Parting Shot.
Carrie fled to her father’s study to escape the archaeologists. By then, most of the artworks in the house had been sold, but the study still had a coveted collection of Near Eastern art. Carrie, twenty years old, lonely and unbeautiful, liked to sit among these magical objects and think of her father, ten years dead. Like all westerners, he’d treated his things with respect. But Carrie felt deep in her heart that these objects, like herself, like her Middle Eastern mother—whose beauty her father had been famous for—were more than decoration. They’d been created with purpose, to accomplish something hidden and wondrous: to induce rain or fertility, to commune with gods and spirits and animals. Carrie, raised in America, didn’t know what their exact purpose was, but she did know that in all this silence, under this museum glass, her father’s horded treasure was lifeless. It’s magic needed human roughness—anguished tears, desperate negotiation, a bloody act of devotion. Only then could it be suddenly and exquisitely animated, and given instruction, and obey.

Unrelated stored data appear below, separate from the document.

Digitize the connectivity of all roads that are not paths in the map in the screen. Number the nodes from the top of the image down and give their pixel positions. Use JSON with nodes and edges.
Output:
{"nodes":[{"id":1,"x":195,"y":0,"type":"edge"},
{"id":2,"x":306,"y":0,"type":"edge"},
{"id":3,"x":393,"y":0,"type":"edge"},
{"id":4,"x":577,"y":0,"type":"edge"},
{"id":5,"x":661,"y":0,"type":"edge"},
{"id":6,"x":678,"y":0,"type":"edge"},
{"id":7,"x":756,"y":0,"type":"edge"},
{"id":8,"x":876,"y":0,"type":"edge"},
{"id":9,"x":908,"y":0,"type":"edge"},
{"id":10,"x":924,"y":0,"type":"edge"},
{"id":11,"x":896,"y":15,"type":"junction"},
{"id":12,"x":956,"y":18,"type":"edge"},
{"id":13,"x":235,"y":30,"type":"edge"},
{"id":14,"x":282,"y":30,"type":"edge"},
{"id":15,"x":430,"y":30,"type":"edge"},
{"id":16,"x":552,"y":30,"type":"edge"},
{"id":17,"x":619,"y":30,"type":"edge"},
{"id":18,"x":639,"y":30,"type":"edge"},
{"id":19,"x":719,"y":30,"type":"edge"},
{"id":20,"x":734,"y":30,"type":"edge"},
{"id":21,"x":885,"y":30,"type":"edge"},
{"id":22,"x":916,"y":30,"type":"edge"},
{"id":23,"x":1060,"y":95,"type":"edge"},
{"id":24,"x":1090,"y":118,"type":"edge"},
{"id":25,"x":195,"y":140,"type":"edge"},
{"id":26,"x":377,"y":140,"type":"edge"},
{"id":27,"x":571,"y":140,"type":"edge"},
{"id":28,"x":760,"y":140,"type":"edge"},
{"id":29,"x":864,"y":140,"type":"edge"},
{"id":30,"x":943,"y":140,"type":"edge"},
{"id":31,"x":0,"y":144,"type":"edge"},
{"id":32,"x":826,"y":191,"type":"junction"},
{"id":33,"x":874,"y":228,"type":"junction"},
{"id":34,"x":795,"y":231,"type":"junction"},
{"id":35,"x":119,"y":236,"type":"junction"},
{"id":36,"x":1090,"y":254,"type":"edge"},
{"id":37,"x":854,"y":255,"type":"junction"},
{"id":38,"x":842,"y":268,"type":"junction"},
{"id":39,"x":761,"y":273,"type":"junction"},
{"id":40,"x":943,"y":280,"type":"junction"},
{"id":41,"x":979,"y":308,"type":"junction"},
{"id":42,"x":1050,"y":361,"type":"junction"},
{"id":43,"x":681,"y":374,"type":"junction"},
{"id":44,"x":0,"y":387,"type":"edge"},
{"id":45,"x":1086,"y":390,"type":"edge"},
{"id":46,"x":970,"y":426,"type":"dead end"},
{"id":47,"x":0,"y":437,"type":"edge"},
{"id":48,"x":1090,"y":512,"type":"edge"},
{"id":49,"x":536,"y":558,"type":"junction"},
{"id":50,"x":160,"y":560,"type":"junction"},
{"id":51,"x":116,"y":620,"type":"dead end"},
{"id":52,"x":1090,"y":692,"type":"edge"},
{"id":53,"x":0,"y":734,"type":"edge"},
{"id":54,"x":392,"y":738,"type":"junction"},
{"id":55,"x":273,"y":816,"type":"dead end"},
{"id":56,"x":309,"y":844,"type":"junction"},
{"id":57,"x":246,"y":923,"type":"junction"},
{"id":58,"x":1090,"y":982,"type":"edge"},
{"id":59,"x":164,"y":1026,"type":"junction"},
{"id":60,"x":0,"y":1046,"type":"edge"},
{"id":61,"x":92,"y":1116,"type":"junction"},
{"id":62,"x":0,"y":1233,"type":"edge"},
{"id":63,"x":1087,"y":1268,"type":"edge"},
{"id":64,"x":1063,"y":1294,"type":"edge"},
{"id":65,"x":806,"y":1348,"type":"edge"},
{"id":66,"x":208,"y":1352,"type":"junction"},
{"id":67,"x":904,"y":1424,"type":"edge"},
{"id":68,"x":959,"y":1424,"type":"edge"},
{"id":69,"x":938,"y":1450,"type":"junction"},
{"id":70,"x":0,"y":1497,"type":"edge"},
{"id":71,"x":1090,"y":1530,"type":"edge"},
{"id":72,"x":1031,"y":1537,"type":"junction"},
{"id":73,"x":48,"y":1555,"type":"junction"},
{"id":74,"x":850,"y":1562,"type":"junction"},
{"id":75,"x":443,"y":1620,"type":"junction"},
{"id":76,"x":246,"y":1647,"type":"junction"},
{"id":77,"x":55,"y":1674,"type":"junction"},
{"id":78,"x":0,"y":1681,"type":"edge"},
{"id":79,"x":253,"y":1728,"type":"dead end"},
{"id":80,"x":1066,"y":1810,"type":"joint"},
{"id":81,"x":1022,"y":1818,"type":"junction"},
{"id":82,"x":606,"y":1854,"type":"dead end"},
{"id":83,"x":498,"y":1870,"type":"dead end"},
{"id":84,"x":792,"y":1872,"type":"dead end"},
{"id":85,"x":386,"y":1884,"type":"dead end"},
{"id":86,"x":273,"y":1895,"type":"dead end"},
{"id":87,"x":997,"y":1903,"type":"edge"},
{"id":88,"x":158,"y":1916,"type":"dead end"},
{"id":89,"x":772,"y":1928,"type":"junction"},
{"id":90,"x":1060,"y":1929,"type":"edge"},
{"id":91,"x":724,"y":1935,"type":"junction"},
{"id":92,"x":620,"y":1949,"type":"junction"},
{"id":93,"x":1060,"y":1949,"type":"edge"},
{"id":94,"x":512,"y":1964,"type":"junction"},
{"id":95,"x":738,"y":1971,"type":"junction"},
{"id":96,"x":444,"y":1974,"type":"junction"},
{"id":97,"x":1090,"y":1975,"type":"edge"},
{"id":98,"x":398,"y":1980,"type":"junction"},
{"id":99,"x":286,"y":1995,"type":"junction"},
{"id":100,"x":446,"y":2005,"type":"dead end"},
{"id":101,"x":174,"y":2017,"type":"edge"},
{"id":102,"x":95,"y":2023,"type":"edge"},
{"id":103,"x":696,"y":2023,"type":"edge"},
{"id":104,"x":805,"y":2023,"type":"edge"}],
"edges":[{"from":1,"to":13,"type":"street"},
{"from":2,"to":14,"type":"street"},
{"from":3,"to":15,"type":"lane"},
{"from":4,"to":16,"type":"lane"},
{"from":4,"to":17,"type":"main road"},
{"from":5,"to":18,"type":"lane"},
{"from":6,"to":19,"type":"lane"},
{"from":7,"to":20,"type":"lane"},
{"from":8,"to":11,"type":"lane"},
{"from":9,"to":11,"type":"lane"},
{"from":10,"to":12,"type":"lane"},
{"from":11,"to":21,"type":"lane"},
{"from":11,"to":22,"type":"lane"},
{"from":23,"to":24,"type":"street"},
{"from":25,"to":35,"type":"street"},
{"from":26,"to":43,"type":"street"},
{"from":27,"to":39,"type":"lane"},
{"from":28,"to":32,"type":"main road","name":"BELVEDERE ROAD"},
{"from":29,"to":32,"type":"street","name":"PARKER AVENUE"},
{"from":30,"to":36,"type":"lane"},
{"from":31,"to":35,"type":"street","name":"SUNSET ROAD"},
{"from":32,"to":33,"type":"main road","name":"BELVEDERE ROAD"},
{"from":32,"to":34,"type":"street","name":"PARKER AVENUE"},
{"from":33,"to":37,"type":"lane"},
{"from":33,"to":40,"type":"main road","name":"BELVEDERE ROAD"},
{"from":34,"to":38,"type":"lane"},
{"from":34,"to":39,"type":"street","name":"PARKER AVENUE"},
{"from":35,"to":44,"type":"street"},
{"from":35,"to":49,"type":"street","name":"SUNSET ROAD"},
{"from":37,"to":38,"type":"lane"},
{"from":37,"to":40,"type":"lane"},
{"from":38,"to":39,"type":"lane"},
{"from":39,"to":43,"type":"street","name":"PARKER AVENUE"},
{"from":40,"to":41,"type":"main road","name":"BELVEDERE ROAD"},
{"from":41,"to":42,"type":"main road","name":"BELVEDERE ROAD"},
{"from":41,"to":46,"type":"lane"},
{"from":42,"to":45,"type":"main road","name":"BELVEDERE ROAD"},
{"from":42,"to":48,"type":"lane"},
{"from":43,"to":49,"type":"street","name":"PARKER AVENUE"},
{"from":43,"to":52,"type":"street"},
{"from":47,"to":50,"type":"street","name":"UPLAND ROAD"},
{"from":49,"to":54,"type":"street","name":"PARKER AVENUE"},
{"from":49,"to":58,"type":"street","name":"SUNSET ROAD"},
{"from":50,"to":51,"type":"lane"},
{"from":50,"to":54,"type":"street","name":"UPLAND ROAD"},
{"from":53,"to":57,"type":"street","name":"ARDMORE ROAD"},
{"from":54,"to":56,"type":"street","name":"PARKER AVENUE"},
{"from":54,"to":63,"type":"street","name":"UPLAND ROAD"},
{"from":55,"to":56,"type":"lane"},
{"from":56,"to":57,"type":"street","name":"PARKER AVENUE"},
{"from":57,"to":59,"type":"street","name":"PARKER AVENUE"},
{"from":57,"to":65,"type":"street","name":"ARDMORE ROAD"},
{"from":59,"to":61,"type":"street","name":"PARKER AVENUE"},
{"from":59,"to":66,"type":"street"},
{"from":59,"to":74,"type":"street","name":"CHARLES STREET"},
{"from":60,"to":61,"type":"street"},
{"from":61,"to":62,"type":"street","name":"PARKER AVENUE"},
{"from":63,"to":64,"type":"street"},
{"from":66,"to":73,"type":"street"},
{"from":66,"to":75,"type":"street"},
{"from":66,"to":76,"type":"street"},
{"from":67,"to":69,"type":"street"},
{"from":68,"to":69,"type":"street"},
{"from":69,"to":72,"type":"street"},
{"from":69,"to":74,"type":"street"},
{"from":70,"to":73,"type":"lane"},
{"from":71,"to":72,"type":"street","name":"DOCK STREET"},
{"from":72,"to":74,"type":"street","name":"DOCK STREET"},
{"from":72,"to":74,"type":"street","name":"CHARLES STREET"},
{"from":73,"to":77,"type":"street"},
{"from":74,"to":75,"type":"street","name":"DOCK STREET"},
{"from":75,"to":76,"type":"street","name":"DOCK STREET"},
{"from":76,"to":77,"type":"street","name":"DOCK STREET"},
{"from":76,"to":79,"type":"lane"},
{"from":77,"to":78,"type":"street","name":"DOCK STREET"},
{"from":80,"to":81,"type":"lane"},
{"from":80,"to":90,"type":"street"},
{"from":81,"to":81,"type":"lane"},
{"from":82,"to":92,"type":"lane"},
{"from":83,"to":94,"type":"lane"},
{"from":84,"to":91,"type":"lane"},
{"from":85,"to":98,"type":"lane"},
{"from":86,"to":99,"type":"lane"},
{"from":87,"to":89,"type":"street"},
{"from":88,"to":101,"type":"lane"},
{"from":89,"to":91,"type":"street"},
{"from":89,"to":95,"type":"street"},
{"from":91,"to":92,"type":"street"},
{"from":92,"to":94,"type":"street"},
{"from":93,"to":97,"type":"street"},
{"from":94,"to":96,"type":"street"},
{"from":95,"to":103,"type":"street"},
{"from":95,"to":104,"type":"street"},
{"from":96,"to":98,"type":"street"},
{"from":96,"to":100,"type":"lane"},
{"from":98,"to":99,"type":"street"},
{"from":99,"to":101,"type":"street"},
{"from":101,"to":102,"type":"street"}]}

The archaeologist’s voices followed Carrie into her father’s study and quieted when she closed the door. She removed her shoes and walked to the middle of the carpet with the chevrons edging its border. She released her hair, which her mother had brushed and pinned earlier that day, and it bristled out in every direction. How her mother wanted her to be beautiful! Carrie massaged her scalp. She dropped the hairpins one by one into her purse, and then she lay down on the carpet and looked at the ceiling. She turned her head to the side so that her cheek rubbed against the carpet’s silk.
She listened until she could hear the objects in the room hum. The gilt plates, impressed with hunting scenes from the Shahnameh, hummed a rich bass. The archaeologists had gasped when they saw she’d set the table with them. They’d put on their gloves so the oil from their hands wouldn’t touch the gold, and rushed them back to her father’s study, and closed the glass over them.